Spara favorit 14 mar mars 2019

Presentationer av forskning tisdag 26/3 kl. 14.55. Presentationerna hålls på svenska.

Exploring collective critical infrastructure resilience for payment disruptions

Joeri van Laere, University of Skövde 
Resilience of interdependent infrastructures increasingly depends on collaborative responses from actors with diverse backgrounds that may not be familiar with cascade effects into areas beyond and outside the own organisation or sector. When a longer payment disruption would occur, the responses of for instance food stores, petrol stations, pharmacies, transport companies, security companies, government and media may therefore not be well-aligned. A simulation-game has been developed that combines role-playing simulation and computer simulation.  In the role playing simulation, participants discuss how to tackle the disruptions collectively. The actions they choose are implemented in the computer simulation and the outcomes of their strategies are returned to the participants instantly. Next, the participants can re-play the scenario several times and learn how different strategies have different impacts on the payment disruption scenario. Participants are challenged to simultaneously address payment options, goods flows, communication strategies and security. Analysis of seven playing sessions with groups of 6 to 8 representatives from different societal actors confirms that payment disruptions create severe problems for many parts of society and that mitigating actions require fast and vigorous cross-sectoral collaboration. Innovative collaborative responses have been identified in the playing sessions that might be valuable in a real disruption.

 

The role of regional airports as critical infrastructure

Christine Große, Mid Sweden University
Regional airports are an important part in supply chains of goods and services to society. In addition, airports constitute infrastructure that provides various functions to public and private stakeholders, such as increased accessibility to local and regional sites. Airports thus gain importance both for regional development and tourism and for protecting the society in cases of emergency, such as forest fires or urgent medical transports. However, the value of the functionality of airports and their impact on regional and national economy is difficult to estimate.

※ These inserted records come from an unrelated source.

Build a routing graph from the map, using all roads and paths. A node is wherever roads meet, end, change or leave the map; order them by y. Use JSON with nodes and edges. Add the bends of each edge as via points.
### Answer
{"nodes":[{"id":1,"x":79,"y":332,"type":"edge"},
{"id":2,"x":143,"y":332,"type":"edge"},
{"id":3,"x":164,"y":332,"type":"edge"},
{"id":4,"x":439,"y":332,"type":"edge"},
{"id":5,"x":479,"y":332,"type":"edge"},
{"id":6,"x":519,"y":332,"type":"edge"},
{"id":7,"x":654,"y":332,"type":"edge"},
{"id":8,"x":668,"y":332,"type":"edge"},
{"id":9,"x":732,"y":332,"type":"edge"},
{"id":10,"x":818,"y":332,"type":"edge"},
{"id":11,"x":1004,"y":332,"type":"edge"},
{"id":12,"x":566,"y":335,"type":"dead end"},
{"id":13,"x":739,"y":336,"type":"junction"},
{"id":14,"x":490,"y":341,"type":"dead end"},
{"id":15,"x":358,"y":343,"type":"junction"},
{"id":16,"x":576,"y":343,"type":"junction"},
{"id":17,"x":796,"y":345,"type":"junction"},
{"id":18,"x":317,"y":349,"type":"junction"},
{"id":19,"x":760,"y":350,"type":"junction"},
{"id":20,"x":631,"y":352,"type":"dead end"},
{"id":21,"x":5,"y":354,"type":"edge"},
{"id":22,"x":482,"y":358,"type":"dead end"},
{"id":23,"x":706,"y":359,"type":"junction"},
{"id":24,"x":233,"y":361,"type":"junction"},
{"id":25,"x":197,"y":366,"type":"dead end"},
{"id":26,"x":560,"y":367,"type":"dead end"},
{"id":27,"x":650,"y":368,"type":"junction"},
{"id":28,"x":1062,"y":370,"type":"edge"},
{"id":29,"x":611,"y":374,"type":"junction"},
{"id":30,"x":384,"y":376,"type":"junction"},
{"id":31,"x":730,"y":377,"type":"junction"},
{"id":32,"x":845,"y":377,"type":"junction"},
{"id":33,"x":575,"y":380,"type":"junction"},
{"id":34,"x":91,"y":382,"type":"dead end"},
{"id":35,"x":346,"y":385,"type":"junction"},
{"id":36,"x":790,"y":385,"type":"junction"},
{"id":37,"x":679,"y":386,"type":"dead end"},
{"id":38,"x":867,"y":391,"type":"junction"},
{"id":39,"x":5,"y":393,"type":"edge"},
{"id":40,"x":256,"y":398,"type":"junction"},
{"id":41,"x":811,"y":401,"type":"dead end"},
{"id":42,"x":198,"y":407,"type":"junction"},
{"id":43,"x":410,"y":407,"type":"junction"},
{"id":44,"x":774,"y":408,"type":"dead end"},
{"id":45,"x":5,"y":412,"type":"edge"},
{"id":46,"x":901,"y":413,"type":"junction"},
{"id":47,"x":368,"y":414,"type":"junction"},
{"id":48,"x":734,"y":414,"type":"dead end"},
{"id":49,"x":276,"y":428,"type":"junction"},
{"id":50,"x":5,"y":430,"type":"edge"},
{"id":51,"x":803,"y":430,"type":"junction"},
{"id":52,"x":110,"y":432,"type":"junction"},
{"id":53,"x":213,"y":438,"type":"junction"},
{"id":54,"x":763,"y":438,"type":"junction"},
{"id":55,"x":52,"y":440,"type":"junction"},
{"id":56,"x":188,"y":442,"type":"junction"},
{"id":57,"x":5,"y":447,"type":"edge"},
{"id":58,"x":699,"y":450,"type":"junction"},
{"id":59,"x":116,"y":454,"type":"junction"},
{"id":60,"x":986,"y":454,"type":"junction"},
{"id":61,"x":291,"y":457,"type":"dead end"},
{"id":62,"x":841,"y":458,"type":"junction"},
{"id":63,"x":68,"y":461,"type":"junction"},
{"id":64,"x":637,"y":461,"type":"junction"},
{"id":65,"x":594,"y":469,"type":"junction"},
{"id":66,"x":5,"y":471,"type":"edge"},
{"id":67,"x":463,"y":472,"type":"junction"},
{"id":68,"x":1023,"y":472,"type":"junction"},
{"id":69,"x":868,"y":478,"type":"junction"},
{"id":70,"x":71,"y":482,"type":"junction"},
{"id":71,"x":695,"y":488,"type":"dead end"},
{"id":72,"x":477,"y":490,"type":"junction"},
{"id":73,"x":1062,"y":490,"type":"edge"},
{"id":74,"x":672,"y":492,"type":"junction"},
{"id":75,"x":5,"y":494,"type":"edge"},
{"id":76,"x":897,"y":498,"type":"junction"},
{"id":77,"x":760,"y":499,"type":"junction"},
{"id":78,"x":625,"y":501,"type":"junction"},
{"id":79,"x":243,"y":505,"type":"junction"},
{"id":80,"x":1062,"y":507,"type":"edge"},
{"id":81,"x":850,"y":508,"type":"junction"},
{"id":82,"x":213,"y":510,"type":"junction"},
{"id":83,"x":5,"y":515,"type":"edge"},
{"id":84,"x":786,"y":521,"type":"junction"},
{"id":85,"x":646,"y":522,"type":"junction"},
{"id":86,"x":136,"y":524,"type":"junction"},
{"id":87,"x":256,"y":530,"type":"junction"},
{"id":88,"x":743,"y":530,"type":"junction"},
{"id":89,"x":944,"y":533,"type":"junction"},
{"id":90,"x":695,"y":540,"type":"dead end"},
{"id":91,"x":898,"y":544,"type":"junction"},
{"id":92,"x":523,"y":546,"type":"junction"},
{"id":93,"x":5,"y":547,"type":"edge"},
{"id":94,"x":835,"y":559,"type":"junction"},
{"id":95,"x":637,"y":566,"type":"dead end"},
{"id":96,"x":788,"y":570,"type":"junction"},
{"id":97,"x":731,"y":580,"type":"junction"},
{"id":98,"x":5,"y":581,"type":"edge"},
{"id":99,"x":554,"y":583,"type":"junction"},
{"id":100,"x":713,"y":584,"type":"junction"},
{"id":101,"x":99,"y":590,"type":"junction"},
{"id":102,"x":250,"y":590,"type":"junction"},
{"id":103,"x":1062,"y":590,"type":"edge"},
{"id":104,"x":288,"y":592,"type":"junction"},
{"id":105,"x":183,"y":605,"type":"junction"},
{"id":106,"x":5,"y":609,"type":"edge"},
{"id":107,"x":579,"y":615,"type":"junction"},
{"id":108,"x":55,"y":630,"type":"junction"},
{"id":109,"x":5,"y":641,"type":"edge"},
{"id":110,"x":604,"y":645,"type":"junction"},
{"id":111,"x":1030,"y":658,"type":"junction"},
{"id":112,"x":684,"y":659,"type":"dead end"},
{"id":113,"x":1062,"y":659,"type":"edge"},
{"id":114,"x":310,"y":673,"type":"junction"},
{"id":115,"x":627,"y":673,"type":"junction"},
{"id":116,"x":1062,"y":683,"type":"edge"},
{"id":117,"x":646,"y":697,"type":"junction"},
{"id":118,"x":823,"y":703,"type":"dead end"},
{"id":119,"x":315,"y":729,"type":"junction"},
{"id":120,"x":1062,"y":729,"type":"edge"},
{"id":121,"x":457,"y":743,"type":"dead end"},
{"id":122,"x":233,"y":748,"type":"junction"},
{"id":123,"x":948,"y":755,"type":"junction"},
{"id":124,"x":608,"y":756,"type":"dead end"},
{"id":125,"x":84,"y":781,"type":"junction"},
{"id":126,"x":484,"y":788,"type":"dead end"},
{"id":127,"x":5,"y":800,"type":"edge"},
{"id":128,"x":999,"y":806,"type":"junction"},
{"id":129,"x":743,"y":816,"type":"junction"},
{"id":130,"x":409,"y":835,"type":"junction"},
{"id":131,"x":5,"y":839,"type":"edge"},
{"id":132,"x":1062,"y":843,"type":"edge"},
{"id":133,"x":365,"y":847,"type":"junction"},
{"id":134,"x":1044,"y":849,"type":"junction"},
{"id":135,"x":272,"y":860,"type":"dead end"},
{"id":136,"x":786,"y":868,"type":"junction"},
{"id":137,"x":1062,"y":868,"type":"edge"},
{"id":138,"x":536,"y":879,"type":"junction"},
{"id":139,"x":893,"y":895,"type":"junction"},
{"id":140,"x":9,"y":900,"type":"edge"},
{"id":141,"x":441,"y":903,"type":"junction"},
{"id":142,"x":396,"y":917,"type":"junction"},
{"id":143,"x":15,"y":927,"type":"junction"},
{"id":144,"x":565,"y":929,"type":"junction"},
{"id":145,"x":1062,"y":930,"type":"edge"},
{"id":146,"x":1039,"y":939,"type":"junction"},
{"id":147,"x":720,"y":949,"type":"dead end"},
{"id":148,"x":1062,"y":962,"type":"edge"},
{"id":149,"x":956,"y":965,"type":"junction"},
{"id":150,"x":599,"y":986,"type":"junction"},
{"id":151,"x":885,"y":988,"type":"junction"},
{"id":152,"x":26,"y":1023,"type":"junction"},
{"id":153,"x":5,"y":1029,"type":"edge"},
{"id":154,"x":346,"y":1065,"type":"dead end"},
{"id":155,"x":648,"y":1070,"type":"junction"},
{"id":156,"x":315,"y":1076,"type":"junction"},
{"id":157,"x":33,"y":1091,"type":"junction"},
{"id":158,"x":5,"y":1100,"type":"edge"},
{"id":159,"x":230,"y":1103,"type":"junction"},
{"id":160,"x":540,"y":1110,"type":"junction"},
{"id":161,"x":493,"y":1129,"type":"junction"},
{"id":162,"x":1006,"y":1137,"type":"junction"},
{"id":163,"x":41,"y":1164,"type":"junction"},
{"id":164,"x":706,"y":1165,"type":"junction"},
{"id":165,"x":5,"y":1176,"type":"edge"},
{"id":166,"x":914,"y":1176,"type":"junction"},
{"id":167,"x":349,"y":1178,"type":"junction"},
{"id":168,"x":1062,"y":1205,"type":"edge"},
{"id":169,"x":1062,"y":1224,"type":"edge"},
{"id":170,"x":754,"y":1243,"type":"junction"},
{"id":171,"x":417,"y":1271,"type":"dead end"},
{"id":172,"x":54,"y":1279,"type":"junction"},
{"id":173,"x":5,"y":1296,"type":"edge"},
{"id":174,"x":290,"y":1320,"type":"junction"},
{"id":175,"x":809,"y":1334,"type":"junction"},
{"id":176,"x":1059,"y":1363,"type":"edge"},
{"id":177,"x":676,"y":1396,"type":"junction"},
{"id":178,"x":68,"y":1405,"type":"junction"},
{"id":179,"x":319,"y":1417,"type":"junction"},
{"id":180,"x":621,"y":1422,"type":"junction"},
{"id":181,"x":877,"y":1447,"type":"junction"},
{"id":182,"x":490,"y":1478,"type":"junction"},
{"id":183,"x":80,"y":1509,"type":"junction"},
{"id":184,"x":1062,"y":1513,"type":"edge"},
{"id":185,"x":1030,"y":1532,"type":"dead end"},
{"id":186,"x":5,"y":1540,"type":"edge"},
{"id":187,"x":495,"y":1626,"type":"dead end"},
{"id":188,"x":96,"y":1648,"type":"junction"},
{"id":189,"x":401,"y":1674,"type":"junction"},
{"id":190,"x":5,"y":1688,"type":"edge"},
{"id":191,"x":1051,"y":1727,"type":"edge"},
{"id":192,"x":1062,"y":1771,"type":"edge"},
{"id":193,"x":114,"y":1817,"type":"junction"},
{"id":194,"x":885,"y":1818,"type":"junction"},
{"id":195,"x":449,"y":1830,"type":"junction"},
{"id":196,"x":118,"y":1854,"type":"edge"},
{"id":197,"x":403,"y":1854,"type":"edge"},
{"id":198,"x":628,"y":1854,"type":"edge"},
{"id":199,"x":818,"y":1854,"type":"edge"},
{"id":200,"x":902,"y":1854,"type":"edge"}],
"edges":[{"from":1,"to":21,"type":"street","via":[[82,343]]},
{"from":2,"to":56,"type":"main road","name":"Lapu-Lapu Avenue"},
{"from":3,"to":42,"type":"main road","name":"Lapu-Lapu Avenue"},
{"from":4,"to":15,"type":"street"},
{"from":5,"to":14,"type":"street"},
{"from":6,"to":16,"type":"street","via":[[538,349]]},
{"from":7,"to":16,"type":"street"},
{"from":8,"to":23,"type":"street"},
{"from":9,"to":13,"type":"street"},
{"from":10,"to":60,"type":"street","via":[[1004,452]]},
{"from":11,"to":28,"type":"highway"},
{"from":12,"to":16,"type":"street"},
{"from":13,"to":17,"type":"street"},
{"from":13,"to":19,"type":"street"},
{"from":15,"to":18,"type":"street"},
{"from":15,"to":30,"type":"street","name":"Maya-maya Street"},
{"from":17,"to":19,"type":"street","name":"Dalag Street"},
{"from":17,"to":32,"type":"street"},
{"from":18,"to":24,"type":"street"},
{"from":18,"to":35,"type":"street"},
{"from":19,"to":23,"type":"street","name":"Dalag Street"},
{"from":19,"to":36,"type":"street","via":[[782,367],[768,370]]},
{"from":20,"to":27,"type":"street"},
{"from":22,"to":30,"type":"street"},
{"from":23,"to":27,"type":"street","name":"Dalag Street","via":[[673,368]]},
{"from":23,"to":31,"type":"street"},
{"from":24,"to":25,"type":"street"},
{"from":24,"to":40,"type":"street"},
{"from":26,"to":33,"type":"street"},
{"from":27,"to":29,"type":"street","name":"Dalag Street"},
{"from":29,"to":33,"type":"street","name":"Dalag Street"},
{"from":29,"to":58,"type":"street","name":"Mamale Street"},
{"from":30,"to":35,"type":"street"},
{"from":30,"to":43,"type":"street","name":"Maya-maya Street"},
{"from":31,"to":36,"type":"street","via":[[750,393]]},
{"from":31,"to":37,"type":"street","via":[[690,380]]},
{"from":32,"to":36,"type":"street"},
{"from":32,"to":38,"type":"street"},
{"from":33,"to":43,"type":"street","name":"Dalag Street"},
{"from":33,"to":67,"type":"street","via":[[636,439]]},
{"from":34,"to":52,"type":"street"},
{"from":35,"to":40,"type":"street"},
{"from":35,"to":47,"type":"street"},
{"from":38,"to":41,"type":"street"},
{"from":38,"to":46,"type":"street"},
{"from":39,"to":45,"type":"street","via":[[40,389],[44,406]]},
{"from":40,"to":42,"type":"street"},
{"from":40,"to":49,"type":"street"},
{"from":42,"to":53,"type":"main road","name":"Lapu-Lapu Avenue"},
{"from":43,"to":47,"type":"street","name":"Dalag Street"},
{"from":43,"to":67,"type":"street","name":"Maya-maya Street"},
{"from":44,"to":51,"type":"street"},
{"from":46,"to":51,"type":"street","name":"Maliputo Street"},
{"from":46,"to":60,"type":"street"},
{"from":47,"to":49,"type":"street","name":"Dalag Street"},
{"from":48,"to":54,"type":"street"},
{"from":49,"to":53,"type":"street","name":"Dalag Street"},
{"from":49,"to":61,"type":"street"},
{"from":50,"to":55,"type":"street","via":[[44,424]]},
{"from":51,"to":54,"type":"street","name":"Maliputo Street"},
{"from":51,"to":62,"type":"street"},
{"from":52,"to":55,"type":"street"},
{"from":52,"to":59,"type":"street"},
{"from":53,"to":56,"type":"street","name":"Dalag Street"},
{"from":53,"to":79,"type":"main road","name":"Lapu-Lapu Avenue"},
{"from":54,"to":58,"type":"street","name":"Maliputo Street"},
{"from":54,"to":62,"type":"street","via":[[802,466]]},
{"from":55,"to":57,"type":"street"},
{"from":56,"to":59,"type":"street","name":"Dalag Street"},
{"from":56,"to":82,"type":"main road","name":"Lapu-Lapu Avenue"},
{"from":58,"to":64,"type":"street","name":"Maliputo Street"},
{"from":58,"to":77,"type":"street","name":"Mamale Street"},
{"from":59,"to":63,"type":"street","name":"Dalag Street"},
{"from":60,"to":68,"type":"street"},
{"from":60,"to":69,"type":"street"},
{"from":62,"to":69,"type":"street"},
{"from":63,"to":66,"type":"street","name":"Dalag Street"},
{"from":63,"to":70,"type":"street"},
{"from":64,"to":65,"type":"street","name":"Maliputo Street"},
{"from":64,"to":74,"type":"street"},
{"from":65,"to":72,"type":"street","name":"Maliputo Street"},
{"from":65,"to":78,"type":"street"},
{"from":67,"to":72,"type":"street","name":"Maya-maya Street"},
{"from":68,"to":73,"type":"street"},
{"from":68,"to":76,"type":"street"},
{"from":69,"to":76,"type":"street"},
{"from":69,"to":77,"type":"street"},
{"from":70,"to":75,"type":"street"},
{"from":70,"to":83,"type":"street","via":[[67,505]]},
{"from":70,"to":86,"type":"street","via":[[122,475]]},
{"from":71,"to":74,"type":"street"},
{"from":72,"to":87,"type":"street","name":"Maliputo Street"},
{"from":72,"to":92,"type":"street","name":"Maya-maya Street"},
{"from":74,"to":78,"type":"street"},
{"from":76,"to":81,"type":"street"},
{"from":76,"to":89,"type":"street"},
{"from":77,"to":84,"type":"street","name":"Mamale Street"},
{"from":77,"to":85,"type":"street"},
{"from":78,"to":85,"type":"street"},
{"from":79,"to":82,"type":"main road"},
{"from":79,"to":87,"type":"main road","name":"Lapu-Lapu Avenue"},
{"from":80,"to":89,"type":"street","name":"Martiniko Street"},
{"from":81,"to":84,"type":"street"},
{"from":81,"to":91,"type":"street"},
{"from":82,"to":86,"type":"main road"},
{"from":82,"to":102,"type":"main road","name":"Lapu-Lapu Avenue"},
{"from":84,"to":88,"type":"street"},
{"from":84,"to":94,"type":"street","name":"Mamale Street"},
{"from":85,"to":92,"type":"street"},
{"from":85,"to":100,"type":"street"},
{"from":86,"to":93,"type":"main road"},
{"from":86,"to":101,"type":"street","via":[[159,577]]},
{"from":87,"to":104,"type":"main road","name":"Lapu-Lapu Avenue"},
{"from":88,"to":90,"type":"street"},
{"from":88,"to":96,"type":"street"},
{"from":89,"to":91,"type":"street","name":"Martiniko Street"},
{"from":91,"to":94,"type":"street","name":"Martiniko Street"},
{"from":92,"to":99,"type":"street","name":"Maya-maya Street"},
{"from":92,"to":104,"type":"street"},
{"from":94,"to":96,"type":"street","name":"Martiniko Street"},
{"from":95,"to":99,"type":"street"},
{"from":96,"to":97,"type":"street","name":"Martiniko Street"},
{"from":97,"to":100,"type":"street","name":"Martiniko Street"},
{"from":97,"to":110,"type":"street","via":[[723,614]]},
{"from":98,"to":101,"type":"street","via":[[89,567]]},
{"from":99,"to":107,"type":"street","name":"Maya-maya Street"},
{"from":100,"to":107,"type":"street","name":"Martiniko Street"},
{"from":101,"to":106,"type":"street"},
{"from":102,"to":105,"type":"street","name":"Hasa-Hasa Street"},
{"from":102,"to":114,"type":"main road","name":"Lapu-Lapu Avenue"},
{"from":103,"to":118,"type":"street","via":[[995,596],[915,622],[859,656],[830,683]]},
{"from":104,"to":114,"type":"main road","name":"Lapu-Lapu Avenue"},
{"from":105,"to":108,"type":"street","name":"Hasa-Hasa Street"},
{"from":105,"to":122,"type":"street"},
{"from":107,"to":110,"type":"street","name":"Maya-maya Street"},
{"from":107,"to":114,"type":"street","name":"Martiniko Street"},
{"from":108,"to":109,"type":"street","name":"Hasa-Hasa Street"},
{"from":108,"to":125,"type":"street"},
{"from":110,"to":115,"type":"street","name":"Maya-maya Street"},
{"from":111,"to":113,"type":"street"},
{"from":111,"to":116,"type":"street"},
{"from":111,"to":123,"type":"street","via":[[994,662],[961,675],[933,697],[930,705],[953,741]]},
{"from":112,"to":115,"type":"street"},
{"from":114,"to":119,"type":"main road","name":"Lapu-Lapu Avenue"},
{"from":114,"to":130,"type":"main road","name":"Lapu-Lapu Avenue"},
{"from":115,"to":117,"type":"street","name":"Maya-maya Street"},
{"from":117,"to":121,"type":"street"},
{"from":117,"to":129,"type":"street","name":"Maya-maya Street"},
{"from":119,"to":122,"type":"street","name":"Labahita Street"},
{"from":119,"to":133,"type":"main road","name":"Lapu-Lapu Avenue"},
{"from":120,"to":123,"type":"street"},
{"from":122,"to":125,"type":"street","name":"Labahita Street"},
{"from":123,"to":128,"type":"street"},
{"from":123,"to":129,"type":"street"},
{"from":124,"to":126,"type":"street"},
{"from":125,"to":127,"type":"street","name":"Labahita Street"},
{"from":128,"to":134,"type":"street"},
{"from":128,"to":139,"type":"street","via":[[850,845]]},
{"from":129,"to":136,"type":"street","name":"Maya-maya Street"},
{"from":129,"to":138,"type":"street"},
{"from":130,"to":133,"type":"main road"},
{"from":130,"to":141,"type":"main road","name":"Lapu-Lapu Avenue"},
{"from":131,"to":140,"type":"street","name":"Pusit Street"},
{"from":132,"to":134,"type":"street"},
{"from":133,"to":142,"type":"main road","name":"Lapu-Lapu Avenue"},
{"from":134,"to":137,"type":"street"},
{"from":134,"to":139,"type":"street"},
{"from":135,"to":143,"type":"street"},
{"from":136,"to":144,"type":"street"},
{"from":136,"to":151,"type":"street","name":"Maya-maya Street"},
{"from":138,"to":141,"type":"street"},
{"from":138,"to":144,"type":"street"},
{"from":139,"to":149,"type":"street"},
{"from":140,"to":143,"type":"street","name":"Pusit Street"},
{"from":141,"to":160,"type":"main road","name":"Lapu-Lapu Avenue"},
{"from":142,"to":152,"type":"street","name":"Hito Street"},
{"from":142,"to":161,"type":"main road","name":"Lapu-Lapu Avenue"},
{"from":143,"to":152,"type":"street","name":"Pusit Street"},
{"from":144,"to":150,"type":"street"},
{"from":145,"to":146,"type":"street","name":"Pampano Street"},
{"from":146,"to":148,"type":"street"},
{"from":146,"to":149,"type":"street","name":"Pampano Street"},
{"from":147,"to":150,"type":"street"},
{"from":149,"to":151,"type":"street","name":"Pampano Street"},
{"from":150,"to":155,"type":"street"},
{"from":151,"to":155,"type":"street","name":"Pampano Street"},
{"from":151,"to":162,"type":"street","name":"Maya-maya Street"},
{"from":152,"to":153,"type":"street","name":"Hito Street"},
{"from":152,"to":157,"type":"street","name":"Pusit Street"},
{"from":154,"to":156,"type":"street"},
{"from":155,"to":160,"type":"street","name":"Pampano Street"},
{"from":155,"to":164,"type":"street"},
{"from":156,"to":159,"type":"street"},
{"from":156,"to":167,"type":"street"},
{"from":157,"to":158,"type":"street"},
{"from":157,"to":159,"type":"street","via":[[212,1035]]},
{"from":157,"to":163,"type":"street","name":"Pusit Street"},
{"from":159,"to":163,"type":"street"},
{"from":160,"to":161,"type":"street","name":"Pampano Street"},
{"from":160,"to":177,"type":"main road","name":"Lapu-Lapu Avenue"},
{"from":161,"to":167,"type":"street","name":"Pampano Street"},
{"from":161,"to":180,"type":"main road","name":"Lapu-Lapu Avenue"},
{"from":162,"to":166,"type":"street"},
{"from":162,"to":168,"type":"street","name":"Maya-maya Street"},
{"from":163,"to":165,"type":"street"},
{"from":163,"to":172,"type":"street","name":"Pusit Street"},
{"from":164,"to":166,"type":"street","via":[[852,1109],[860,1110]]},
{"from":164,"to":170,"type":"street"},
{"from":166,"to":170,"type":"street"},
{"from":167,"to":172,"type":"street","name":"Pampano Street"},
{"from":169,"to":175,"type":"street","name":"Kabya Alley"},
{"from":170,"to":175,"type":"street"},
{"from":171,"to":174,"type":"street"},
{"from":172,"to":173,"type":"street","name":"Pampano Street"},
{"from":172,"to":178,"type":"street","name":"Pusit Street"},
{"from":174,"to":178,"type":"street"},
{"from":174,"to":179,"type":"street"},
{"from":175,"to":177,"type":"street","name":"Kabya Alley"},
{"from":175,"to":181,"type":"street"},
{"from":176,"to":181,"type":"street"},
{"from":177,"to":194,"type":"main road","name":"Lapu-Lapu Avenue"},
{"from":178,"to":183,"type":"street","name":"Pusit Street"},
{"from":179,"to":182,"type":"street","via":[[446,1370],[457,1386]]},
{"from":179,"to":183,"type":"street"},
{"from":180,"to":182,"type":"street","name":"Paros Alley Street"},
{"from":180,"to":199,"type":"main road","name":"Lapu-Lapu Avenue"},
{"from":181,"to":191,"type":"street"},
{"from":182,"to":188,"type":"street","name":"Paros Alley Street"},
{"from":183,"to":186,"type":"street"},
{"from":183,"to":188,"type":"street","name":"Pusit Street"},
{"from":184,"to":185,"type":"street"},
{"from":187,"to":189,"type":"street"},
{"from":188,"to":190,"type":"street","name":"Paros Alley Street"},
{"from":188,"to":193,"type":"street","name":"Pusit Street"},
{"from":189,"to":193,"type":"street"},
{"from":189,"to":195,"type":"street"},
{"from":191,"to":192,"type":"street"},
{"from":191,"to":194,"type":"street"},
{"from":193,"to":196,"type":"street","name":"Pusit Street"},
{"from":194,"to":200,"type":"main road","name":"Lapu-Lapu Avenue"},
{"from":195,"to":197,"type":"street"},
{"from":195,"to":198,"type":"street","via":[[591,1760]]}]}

Drawing on evidence from a Swedish case, this study analyses the interconnected role of a regional airport through applying a holistic system perspective. This study highlights stakeholder and interests and visualises the interconnected field of tensions between them. The analysis then concentrates on three complementary dimensions: costs, benefits and alternatives. These dimensions demonstrate how the value of regional airports accrues, how costs split up among stakeholders, and what alternatives for action frame the system. Modelling the holistic scene of this complex problem consolidates structures of power, costs, pricing and willingness to pay. Thereby, this study emphasises the creation of value by regional airports for the surrounding society.